How to Make Coconut Mango Semifreddo

Method

  1. Place chopped, dried mango in a bowl and cover with boiling water. Leave to soak for 20 minutes. Drain and pat dry with kitchen towel. Reserve.
  2. Line the base and sides of a large, 2 litre loaf tin with plastic wrap, allowing the sides to overhang.
  3. Open the can of coconut cream. Spoon the firm white cream from the top into a mixing bowl. Place in fridge. Discard the coconut water at the base of the can (or you can save for your next smoothie).
  4. Using electric beaters, whisk the eggs, yolks and sugar in a heatproof bowl for 1-2 minutes or until frothy. Place bowl over a pan of simmering water. Whisk for 5-6 minutes or until the mixture is pale and thick. Remove from the heat and continue whisking for 1-2 minutes or until cool.
  5. Clean the electric beaters. Add thickened cream and vanilla extract to the bowl with the coconut cream. Beat for 3-4 minutes or until soft peaks form.

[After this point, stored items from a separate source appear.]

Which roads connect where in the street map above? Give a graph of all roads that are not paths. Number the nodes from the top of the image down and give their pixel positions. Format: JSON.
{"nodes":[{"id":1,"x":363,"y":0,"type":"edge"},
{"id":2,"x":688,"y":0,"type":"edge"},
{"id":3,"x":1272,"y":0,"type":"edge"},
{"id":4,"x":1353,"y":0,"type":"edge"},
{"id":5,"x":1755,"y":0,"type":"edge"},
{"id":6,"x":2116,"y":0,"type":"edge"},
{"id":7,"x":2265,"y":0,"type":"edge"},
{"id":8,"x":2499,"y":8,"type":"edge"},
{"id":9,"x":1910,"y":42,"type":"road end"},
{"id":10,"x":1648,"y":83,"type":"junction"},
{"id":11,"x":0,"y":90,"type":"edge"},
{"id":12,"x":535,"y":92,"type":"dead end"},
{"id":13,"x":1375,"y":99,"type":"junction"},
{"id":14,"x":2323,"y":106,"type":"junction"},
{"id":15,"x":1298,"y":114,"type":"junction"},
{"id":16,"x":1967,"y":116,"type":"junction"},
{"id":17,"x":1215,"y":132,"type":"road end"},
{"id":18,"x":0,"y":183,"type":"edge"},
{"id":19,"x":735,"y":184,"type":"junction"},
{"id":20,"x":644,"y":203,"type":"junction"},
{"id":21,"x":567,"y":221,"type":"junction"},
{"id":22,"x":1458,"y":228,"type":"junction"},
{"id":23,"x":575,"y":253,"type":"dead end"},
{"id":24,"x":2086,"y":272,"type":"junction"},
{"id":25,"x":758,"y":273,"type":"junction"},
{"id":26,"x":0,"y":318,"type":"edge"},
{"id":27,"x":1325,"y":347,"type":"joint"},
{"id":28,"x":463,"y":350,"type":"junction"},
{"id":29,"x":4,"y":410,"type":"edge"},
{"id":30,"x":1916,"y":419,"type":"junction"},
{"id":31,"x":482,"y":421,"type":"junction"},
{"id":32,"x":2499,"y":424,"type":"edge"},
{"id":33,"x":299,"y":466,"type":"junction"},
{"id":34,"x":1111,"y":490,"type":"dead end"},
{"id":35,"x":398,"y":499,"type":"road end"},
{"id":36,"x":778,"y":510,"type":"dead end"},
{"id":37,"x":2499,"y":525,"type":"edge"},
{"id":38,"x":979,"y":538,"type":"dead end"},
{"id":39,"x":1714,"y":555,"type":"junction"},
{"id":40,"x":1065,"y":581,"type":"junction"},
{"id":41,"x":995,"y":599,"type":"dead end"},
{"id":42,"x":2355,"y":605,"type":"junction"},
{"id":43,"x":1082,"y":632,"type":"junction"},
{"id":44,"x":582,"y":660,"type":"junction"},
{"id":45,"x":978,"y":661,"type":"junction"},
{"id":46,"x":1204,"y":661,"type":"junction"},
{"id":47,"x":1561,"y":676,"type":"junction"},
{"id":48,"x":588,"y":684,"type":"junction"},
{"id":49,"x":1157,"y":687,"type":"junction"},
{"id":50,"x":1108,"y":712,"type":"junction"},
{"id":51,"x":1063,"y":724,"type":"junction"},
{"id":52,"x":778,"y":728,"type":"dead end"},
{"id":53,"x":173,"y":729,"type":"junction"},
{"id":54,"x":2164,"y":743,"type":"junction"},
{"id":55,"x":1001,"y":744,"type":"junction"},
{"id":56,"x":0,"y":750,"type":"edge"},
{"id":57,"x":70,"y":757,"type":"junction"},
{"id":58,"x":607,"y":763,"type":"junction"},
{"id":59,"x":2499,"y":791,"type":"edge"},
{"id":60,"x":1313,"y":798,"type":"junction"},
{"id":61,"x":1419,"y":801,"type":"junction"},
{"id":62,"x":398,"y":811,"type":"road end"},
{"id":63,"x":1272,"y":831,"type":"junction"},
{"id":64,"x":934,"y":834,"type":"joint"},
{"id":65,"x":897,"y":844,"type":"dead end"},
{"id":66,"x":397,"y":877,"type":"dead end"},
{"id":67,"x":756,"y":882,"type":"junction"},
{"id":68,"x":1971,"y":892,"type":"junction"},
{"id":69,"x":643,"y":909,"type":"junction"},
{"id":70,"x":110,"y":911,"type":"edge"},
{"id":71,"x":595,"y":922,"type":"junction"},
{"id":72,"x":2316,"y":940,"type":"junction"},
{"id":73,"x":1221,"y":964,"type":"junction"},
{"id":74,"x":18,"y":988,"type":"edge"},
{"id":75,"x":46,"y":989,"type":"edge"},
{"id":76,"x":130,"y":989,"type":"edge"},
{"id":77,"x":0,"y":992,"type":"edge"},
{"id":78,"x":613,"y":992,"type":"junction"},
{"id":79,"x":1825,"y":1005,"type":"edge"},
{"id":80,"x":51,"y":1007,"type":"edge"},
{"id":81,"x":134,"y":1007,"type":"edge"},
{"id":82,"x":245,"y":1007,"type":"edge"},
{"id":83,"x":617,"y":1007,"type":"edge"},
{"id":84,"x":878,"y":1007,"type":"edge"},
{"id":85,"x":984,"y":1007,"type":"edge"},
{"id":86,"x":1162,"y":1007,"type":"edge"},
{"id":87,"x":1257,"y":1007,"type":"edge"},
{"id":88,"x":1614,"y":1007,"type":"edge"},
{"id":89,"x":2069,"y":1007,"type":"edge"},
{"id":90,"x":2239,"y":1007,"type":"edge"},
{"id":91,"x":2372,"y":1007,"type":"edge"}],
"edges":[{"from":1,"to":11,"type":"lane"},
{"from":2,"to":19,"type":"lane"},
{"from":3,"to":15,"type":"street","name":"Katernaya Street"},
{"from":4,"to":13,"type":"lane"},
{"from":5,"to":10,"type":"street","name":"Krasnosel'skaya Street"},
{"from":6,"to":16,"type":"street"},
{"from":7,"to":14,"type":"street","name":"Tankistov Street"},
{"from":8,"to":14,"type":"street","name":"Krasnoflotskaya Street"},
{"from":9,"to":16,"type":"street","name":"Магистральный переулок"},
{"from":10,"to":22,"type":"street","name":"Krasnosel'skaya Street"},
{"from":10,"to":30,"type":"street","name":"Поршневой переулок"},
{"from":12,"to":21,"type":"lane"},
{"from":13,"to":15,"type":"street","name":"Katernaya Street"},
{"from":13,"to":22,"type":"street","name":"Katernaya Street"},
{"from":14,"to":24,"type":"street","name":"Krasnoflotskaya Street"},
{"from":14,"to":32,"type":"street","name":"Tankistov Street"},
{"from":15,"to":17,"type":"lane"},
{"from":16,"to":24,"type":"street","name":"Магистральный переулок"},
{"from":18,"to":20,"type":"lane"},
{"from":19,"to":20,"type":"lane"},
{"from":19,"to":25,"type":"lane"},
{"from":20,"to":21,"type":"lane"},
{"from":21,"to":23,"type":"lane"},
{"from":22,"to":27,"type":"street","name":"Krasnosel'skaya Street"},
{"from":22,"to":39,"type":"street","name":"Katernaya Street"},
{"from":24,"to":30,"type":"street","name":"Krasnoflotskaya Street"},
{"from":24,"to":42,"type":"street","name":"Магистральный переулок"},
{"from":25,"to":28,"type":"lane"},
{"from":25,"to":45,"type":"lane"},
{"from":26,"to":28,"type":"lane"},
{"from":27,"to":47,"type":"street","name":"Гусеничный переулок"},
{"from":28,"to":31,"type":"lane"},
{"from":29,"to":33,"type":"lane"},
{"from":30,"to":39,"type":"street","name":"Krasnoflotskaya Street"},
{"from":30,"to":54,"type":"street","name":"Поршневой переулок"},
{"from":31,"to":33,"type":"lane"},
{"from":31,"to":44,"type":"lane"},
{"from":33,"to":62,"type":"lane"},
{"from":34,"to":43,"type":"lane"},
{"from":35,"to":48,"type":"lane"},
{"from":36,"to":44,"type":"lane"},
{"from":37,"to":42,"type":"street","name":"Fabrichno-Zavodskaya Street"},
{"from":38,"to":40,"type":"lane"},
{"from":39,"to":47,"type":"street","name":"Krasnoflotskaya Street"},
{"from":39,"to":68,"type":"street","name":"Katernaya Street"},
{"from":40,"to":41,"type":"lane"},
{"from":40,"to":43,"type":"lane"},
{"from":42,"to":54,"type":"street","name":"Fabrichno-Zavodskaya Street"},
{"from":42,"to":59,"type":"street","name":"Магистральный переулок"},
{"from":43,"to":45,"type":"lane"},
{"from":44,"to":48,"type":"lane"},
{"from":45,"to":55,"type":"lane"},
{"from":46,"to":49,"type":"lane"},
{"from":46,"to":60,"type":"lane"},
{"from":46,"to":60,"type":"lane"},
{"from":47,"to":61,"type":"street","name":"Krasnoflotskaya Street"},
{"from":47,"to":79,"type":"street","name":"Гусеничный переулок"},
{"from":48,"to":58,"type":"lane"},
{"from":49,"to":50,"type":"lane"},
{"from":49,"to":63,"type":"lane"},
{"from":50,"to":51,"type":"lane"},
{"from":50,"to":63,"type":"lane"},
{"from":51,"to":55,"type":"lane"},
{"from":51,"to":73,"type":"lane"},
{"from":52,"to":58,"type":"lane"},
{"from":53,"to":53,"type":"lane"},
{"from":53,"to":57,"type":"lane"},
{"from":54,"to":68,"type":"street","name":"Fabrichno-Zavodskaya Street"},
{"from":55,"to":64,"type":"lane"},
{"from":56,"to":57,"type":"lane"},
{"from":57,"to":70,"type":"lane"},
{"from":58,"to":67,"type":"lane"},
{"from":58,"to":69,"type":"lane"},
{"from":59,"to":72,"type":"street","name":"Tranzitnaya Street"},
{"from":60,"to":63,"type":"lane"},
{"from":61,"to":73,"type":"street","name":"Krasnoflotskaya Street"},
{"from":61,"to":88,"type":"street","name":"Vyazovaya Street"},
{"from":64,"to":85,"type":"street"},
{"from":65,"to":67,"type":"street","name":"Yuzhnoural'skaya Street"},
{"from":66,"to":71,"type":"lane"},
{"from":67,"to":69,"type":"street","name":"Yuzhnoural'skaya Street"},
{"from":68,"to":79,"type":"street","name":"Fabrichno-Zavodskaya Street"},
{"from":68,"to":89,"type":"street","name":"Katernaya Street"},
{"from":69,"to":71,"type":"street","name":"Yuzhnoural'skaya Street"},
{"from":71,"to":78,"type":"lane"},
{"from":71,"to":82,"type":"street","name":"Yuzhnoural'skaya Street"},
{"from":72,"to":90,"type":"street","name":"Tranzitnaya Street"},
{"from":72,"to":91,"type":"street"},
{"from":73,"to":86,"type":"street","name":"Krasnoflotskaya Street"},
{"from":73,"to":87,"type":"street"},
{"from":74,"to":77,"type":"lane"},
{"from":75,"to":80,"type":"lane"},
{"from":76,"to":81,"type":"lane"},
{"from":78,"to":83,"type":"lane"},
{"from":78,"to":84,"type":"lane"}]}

  6. Gently fold into the egg mixture using a metal spoon. Add reserved dried mango to bowl and fold in.
  7. Spoon mixture into the prepared tin. Freeze for 8 hours or overnight.
  8. Toast shaved coconut. Lay onto a tray, lined with baking paper. Add to a low-moderate oven and toast for 3-5 minutes or until lightly toasted.
  9. Peel and dice the fresh mangoes.
  10. Remove semifreddo from freezer and turn out onto a serving platter.
  11. To serve, top with the fresh mango and toasted coconut. Garnish with lime wedges.